§ EXERCISE DIRECTIONS
Where does the string "العاصي" appear in the material? Copy each line that holds it.

=== TASK MATERIAL ===

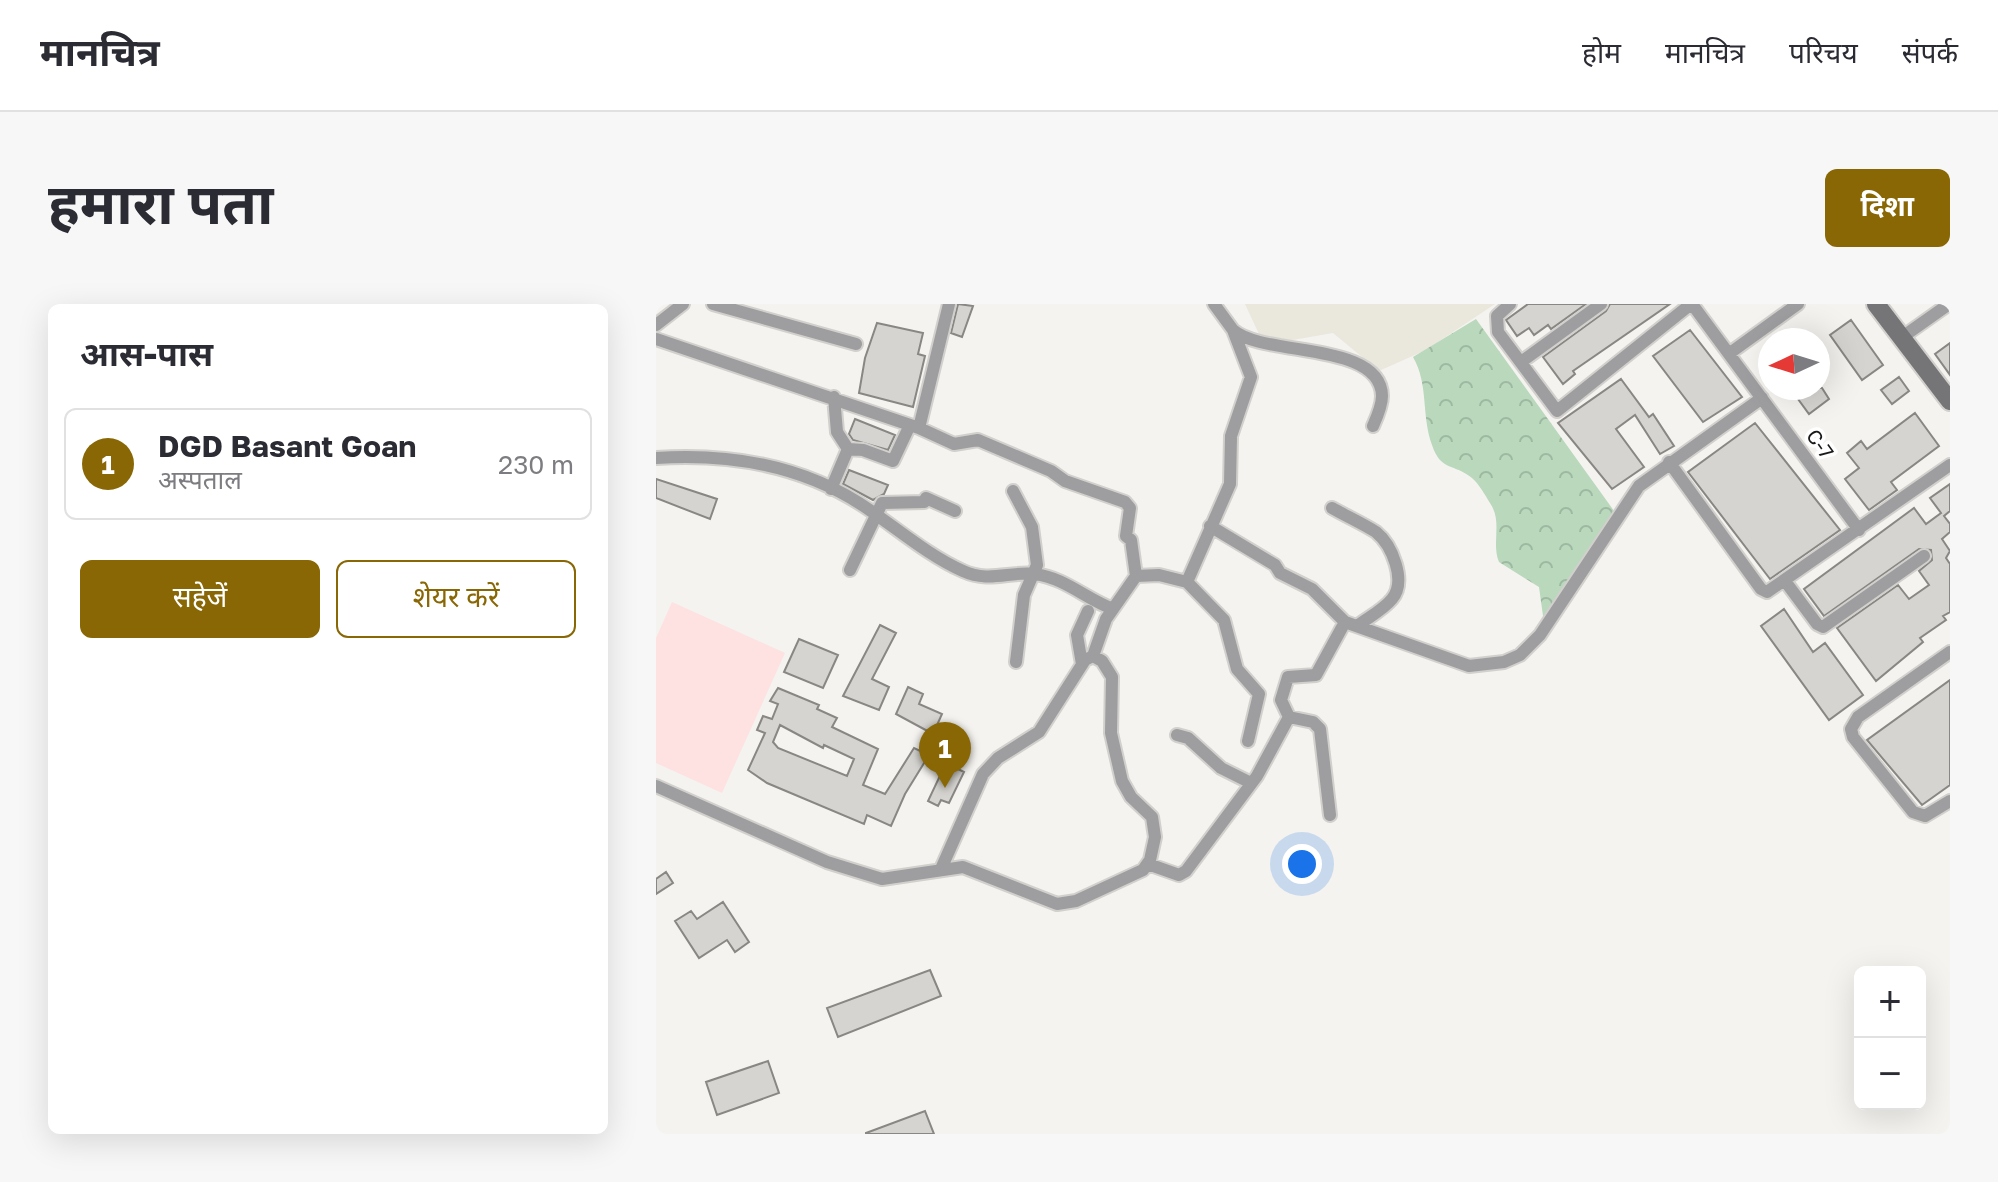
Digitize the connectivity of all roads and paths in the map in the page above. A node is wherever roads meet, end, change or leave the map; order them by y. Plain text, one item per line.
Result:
1 (683, 304) edge
2 (713, 304) edge
3 (949, 304) edge
4 (1214, 304) edge
5 (1510, 304) edge
6 (1601, 304) edge
7 (1691, 304) edge
8 (1798, 304) edge
9 (1876, 304) edge
10 (1949, 304) edge
11 (656, 325) edge
12 (1233, 330) junction
13 (1901, 338) junction
14 (656, 339) edge
15 (856, 344) dead end
16 (1730, 353) junction
17 (1521, 362) junction
18 (1758, 392) edge
19 (834, 397) junction
20 (1759, 400) edge
21 (1763, 400) edge
22 (1950, 401) edge
23 (914, 426) junction
24 (1373, 426) dead end
25 (848, 449) junction
26 (656, 458) edge
27 (1669, 462) junction
28 (1950, 465) edge
29 (831, 489) junction
30 (1013, 491) dead end
31 (1332, 508) dead end
32 (955, 511) dead end
33 (876, 515) junction
34 (1210, 526) junction
35 (1859, 530) junction
36 (1924, 556) dead end
37 (850, 570) dead end
38 (1034, 574) junction
39 (1136, 576) junction
40 (1785, 581) junction
41 (1187, 582) junction
42 (1113, 609) junction
43 (1088, 611) dead end
44 (1351, 624) junction
45 (1949, 653) edge
46 (1088, 660) junction
47 (1016, 662) dead end
48 (1289, 717) junction
49 (1177, 735) dead end
50 (1248, 741) dead end
51 (1251, 783) junction
52 (656, 786) edge
53 (1950, 801) edge
54 (1938, 810) junction
55 (1330, 815) dead end
56 (1950, 820) edge
57 (1148, 864) junction
58 (941, 869) junction

1 - 11 street
2 - 15 street
3 - 23 street
4 - 12 street
5 - 17 street
6 - 17 street
7 - 16 street, C-7
7 - 17 street
8 - 16 street
9 - 13 main road
10 - 13 street
12 - 24 street
12 - 34 street
13 - 22 main road
14 - 19 street
16 - 18 street, C-7
19 - 23 street
19 - 25 street
20 - 27 street
21 - 35 street, C-7
23 - 25 street
23 - 39 street
25 - 29 street
26 - 29 street
27 - 40 street
27 - 44 street
28 - 35 street
29 - 33 street
30 - 38 street
31 - 44 street
32 - 33 street
33 - 37 street
33 - 38 street
34 - 41 street
34 - 44 street
35 - 40 street
36 - 40 street
38 - 42 street
38 - 47 street
39 - 41 street
39 - 42 street
41 - 50 street
42 - 46 street
43 - 46 street
44 - 48 street
45 - 54 street
46 - 57 street
46 - 58 street
48 - 51 street
48 - 55 street
49 - 51 street
51 - 57 street
52 - 58 street
53 - 54 street
54 - 56 street
57 - 58 street

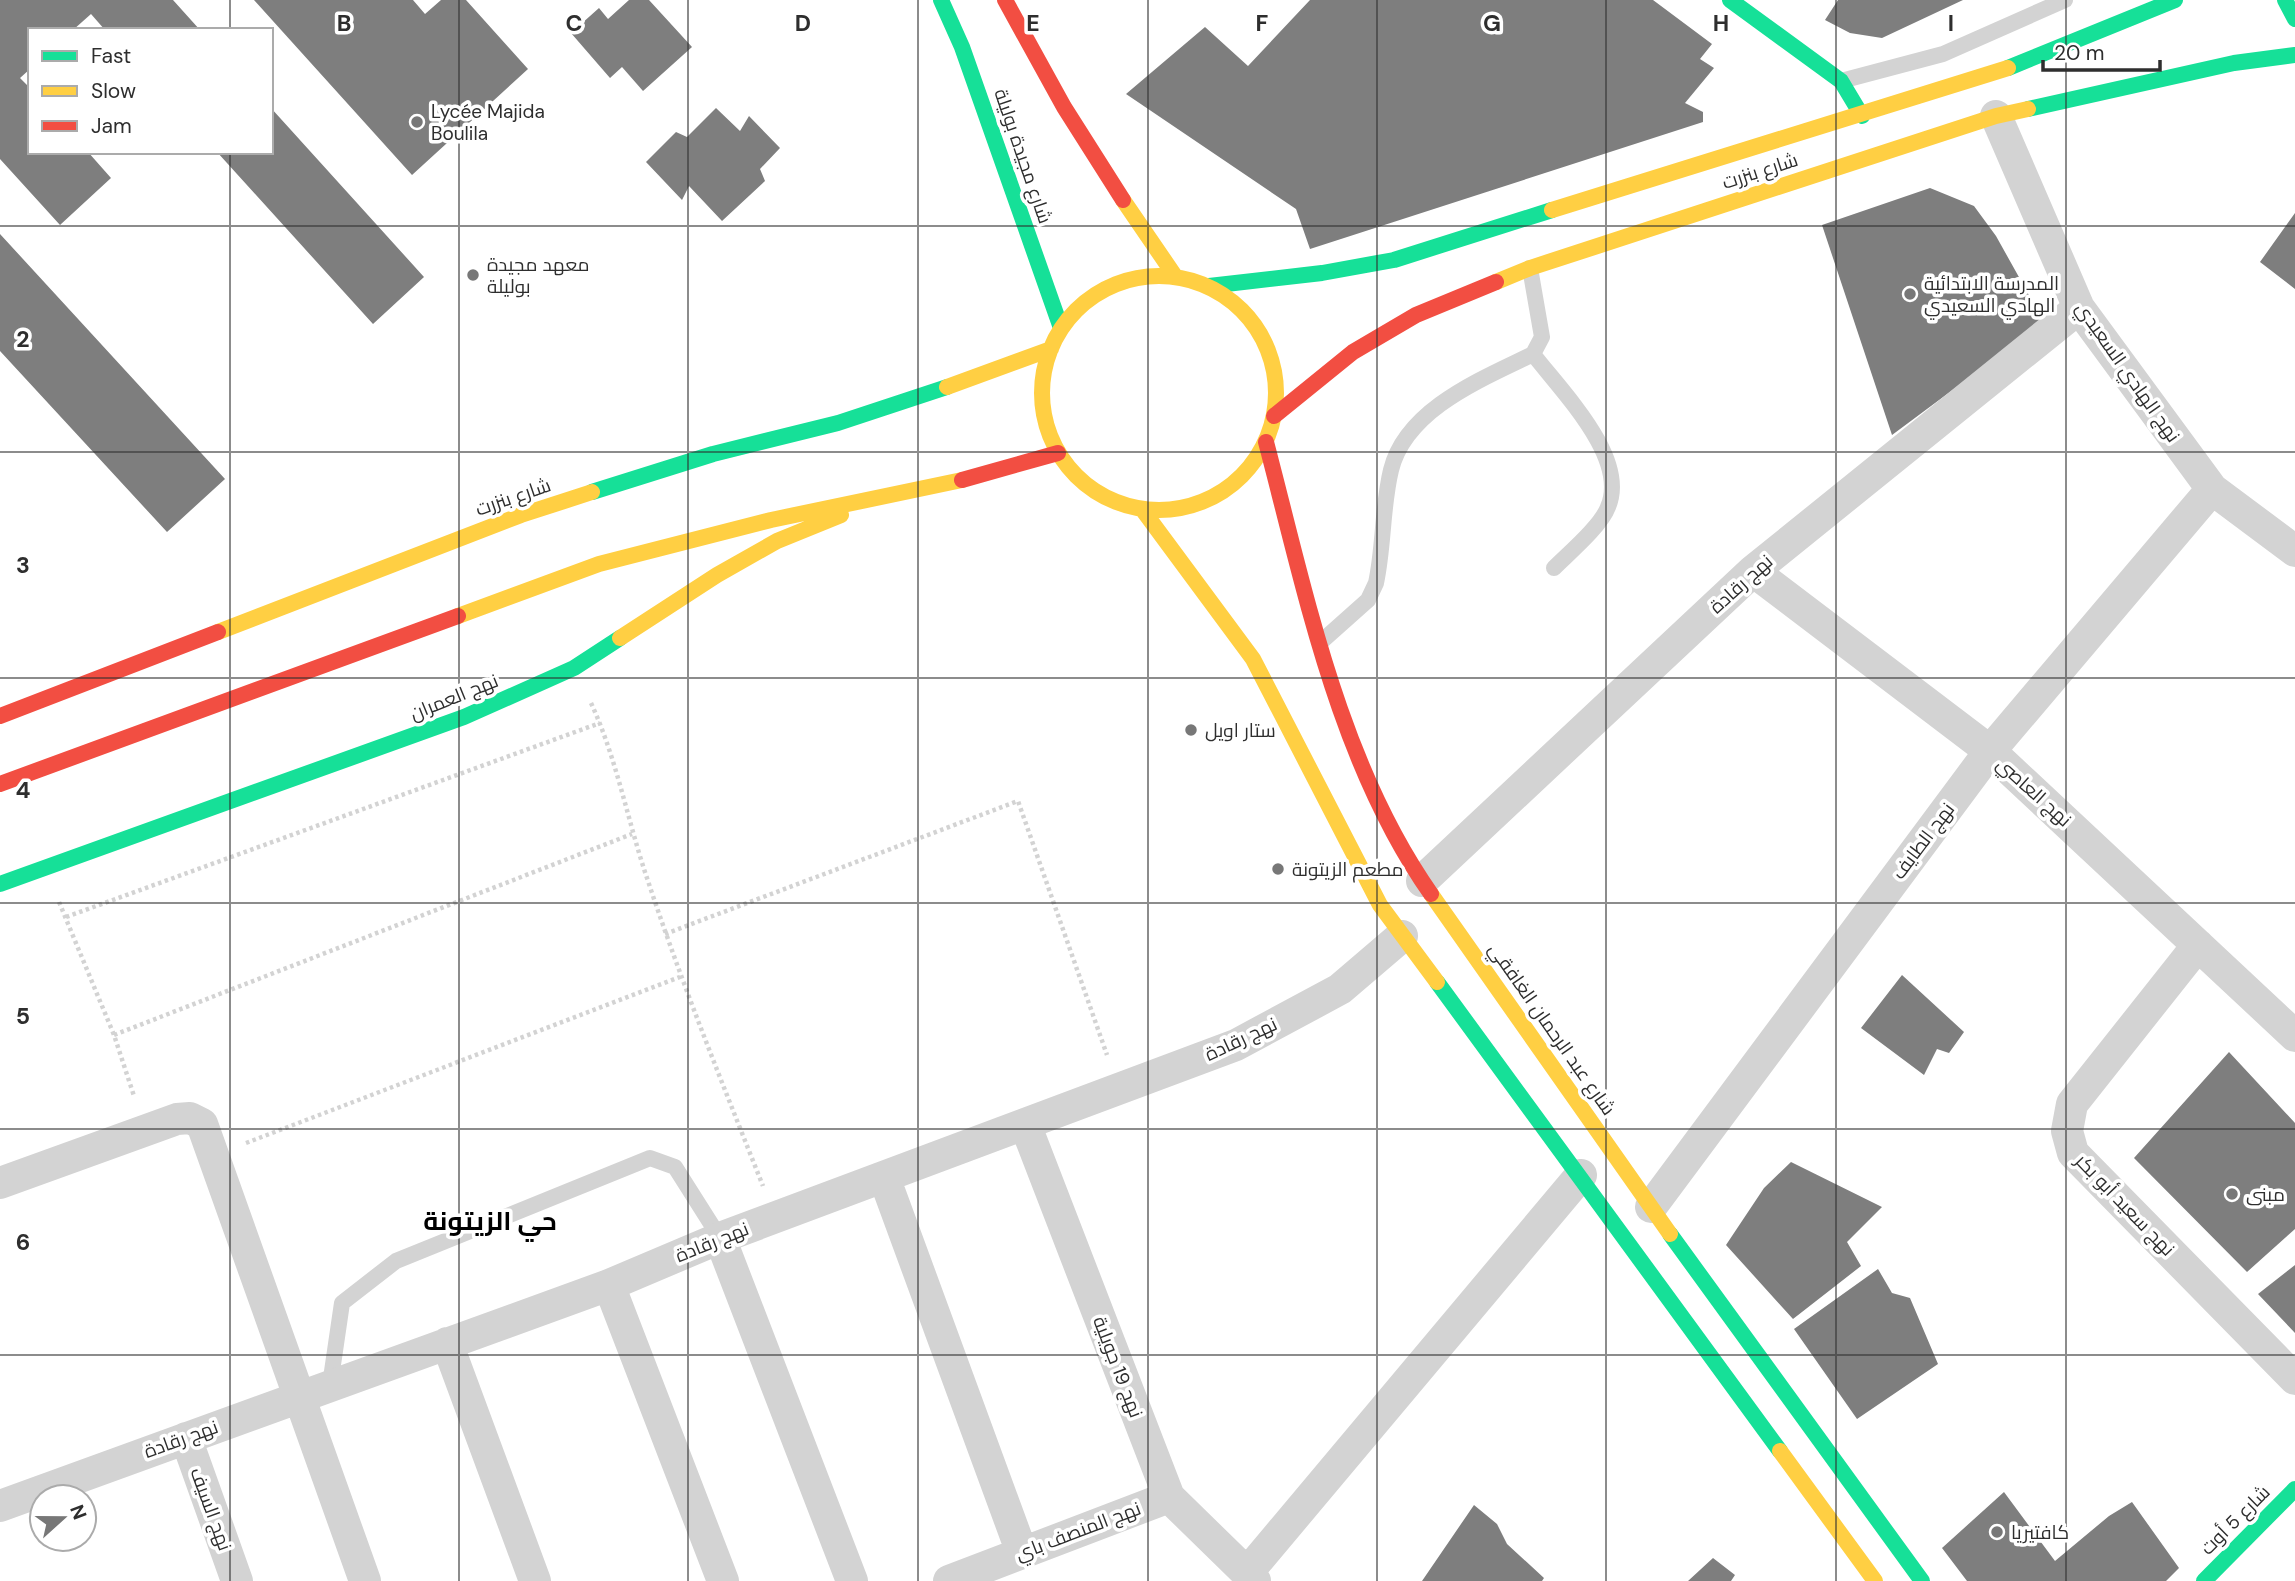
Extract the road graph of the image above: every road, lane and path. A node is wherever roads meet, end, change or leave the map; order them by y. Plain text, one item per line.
1 (942, 0) edge
2 (1005, 0) edge
3 (1730, 0) edge
4 (2065, 0) edge
5 (2175, 0) edge
6 (2285, 0) edge
7 (2295, 19) edge
8 (2295, 55) edge
9 (1841, 81) junction
10 (1862, 116) junction
11 (1996, 116) junction
12 (1530, 268) junction
13 (1175, 276) junction
14 (1209, 286) junction
15 (2079, 308) junction
16 (1061, 328) junction
17 (1051, 349) junction
18 (1533, 354) junction
19 (1274, 416) junction
20 (1266, 442) junction
21 (1058, 453) junction
22 (2212, 489) junction
23 (896, 492) junction
24 (1142, 509) junction
25 (2295, 551) edge
26 (1554, 568) dead end
27 (1753, 571) junction
28 (1320, 643) junction
29 (574, 668) junction
30 (0, 716) edge
31 (600, 723) junction
32 (1990, 751) junction
33 (0, 784) edge
34 (632, 834) junction
35 (42, 868) junction
36 (1422, 881) junction
37 (0, 884) edge
38 (66, 917) junction
39 (665, 934) junction
40 (1402, 936) junction
41 (2198, 945) junction
42 (680, 977) junction
43 (114, 1035) junction
44 (2295, 1036) edge
45 (1119, 1088) junction
46 (1025, 1124) junction
47 (145, 1130) junction
48 (215, 1155) junction
49 (1581, 1175) junction
50 (884, 1177) junction
51 (0, 1183) edge
52 (1651, 1207) junction
53 (775, 1217) junction
54 (720, 1238) junction
55 (609, 1285) junction
56 (447, 1343) junction
57 (2295, 1379) edge
58 (330, 1385) junction
59 (299, 1395) junction
60 (186, 1438) junction
61 (2295, 1489) edge
62 (1169, 1497) junction
63 (0, 1506) edge
64 (1022, 1553) junction
65 (1251, 1577) edge
66 (237, 1581) edge
67 (365, 1581) edge
68 (535, 1581) edge
69 (723, 1581) edge
70 (852, 1581) edge
71 (949, 1581) edge
72 (1875, 1581) edge
73 (1922, 1581) edge
74 (2204, 1581) edge

1 - 16 main road, شارع مجيدة بوليلة
2 - 13 main road
3 - 9 main road
4 - 9 lane
5 - 10 main road, شارع بنزرت
6 - 7 main road
8 - 11 main road, شارع بنزرت
9 - 10 main road
10 - 14 main road, شارع بنزرت
11 - 12 main road, شارع بنزرت
11 - 15 street, نهج الهادي السعيدي
12 - 18 lane
12 - 19 main road, شارع بنزرت
13 - 14 main road
13 - 16 main road
14 - 19 main road
15 - 22 street, نهج الهادي السعيدي
15 - 27 street, نهج رقادة
16 - 17 main road
17 - 21 main road
17 - 30 main road, شارع بنزرت
18 - 26 lane
18 - 28 lane
19 - 20 main road
20 - 24 main road
20 - 28 main road, شارع عبد الرحمان الغافقي
21 - 23 main road
21 - 24 main road
22 - 25 street, نهج الهادي السعيدي
22 - 32 street, نهج الطايف
23 - 29 main road, نهج العمران
23 - 33 main road
24 - 40 main road
27 - 32 street, نهج العاصي
27 - 36 street, نهج رقادة
28 - 36 main road, شارع عبد الرحمان الغافقي
29 - 31 path
29 - 35 main road, نهج العمران
31 - 34 path
31 - 38 path
32 - 41 street, نهج العاصي
32 - 52 street, نهج الطايف
34 - 39 path
34 - 43 path
35 - 37 main road, نهج العمران
35 - 38 path
36 - 52 main road, شارع عبد الرحمان الغافقي
38 - 43 path
39 - 42 path
39 - 45 path
40 - 45 street, نهج رقادة
40 - 49 main road
41 - 44 street, نهج العاصي
41 - 57 street, نهج سعيد أبو بكر
42 - 48 path
42 - 53 path
43 - 47 path
45 - 46 street, نهج رقادة
46 - 50 street, نهج رقادة
46 - 62 street, نهج 19 جويلية
47 - 48 street
47 - 51 street
48 - 59 street
49 - 65 street
49 - 72 main road
50 - 53 street, نهج رقادة
50 - 64 street
52 - 73 main road, شارع عبد الرحمان الغافقي
53 - 54 street, نهج رقادة
54 - 55 street, نهج رقادة
54 - 58 lane
54 - 70 street
55 - 56 street, نهج رقادة
55 - 69 street
56 - 58 street, نهج رقادة
56 - 68 street
58 - 59 street, نهج رقادة
59 - 60 street, نهج رقادة
59 - 67 street
60 - 63 street, نهج رقادة
60 - 66 street, نهج السيف
61 - 74 main road, شارع 5 أوت
62 - 64 street, نهج المنصف باي
62 - 65 street, نهج 19 جويلية
64 - 71 street, نهج المنصف باي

===

§ EXERCISE ANSWER
27 - 32 street, نهج العاصي
32 - 41 street, نهج العاصي
41 - 44 street, نهج العاصي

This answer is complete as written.